Lessons learned building a profitable algorithmic trading system using Reinforcement Learning techniques.

Authors
Denny Britz
Published
Jun 26, 2020
Formats

About two years ago I wrote a little piece about applying Reinforcement Learning to the markets. A few people asked me what became of it. So this post covers some high-level things I've learned. It's more of a rant than an organized post, really. If there is enough interest in this topic I'd be happy to go into more technical detail in future posts, but that's TBD. Please let me know in the comments or on Twitter.

Over the past few years I've built four and a half trading systems. The first one was crap. The second one I never finished because I realized early on that it could never work either. The third one was abandoned for personal and political reasons. The fourth one worked extremely well for 12-18 months, passively producing on the order of 1-2 full-time salaries with a relatively tiny investment. Then, profits started decreasing and I decided to move on to other things. I lacked the motivation to build yet another system. Some of the systems I worked on were for the financial markets, but the last one was applied to the crypto markets. So keep that in mind while reading.

If you've taken some economics classes your first thought is perhaps something like

Ha, Efficient Market Hypothesis! You can't beat the market! It's all just luck!

Rather than thinking about markets from an economics perspective, I prefer to think about them from a Game Theory or Reinforcement Learning perspective. The market does not exist. What people call the market is an emergent property of many agents acting in an environment trying to maximize their own objective. The objective may be slightly different for everyone. Some want to sell shares they obtained through a stock options plan at a good price. Some engage in arbitrage for quick profits. Some try to predict short-term movements based on news or charting patterns. Some engage long-term speculation based on fundamentals. Some are designated market makers providing liquidity for a specific asset or exchange in return for a fee. Each could be a human acting on gut feeling and emotion, a human following some kind of implicit fuzzy algorithm (e.g. charting), or an automated system acting on data. The combined behavior of all these agents gives rise to this illusive thing that people call the market. Your goal isn't to beat the market, it's to beat some of the other players in the market over a time horizon you care about. The time horizon part is important. Not every trade has a clear winner and loser, because agents are optimizing over different time horizons, ranging from microseconds to decades.

# A trader's mindset: It's all relative

If you come from a tech or startup background, transitioning to trading may require a change in thinking. Products and engineering are often about absolutes. If your website takes 100ms to load that's pretty good. Making it load in 99ms provides negligible benefit to the end-user. It'd be a waste of engineering resources. The same is true for startups. Paul Graham likes to say that startups are rarely killed by competitors. Rather, they commit suicide. They fail because they cannot find customers, don't have a solid business model, or because of founder issues.
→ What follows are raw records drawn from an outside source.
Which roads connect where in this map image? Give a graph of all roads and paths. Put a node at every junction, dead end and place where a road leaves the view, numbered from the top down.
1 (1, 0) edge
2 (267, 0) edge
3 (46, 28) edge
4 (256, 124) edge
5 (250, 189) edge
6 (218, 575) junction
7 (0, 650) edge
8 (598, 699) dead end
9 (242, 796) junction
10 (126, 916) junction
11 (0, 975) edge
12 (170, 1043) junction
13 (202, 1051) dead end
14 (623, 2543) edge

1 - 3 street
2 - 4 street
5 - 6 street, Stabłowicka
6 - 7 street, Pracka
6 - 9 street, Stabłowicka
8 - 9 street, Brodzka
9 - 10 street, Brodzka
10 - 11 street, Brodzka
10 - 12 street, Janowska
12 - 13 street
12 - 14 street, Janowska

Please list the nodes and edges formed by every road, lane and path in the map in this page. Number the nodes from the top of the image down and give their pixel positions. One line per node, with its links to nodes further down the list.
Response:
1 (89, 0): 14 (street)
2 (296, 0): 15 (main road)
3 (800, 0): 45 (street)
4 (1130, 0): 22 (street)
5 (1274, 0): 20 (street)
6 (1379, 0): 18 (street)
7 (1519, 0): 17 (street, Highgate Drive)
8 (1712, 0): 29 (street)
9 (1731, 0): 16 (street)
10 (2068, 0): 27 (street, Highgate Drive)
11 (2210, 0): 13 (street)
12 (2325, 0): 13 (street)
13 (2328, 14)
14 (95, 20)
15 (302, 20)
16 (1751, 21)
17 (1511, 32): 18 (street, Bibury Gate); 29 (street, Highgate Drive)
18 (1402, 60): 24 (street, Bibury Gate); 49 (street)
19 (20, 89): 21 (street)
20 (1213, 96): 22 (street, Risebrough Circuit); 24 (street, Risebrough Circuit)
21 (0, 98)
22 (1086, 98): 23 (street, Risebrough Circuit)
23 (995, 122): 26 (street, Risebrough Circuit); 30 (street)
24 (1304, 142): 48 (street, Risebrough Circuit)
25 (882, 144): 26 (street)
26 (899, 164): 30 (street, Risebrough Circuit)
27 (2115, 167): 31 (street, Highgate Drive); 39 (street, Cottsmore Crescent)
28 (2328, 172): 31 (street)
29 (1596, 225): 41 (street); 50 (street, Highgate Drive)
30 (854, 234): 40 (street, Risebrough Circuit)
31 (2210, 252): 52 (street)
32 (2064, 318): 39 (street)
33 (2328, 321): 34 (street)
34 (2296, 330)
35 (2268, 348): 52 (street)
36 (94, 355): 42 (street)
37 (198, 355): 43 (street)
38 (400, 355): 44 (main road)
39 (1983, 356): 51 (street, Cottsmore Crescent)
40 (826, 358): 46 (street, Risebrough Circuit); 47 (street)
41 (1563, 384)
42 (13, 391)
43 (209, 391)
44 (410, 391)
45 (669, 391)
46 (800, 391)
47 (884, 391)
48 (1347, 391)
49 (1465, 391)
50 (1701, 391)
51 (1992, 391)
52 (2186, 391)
Being killed by competition with a slightly better product is quite rare.

Trading is different. It's about relatives. It's fine if your website takes a horrible 10 seconds to load if your competitor needs 11 seconds. Having crappy data is fine if everyone else's data is even crappier. Paying high trading fees is fine if everyone is paying the same. This is pretty obvious if you look at the market as a multiplayer game. Even if you're a bad player on an absolute scale, you can win if your competition is worse. This has direct effects on how you build software to trade in the markets.

What a focus on relative performance means for engineering can be quite counterintuitive.

When building infrastructure for a product-based company you would prefer using battle-tested, robust frameworks that minimize risk. Why re-invent the wheel if someone else has already built it? It's safe to use something that has been adopted by thousands of people. This is where open source shines. Using AWS for hosting your server? Postgres for storing your data? JSON for serialization? Python or Node for data collection? An open source library for calling APIs? Download Keras and train a NN on your data? Reasonable ideas, but when you are building trading infrastructure, you should think twice about these.

You don't need to start from scratch and implement your own programming language to start trading. But you should be aware of the tradeoffs you are making when adopting commoditized technologies. Make conscious decisions about it. Some of the things above seem minor - but a large number of tiny advantages can add up to a significant edge.

You may say, well, this makes sense, but I really don't want to compete on the infrastructure side. Instead, I want to build a smarter model that makes better predictions. That's my edge! I've heard this a LOT, and I've never seen it work.

AI is pretty commoditized. I would say it's more commoditized than excellent infrastructure engineering, data collection, or inductive biases from domain knowledge. These days, you can easily download state-of-the-art models and run them on your data. Unless you are at the forefront of some extremely relevant research, it's unlikely that you can gain a significant edge just from training a better model.

When people realize that their fancy AI model built on crappy infrastructure trained with crappy data (that's also used by everyone else) doesn't work, they give up. AI can give you an edge, but not an edge so huge that it allows you to ignore other factors. You still need to build good infrastructure, get good data, have decent latencies, and so on. Few people seem to be willing to spend time on these unsexy things. Think of each as a multiplier. If one is close to zero, it doesn't matter how good your AI model is.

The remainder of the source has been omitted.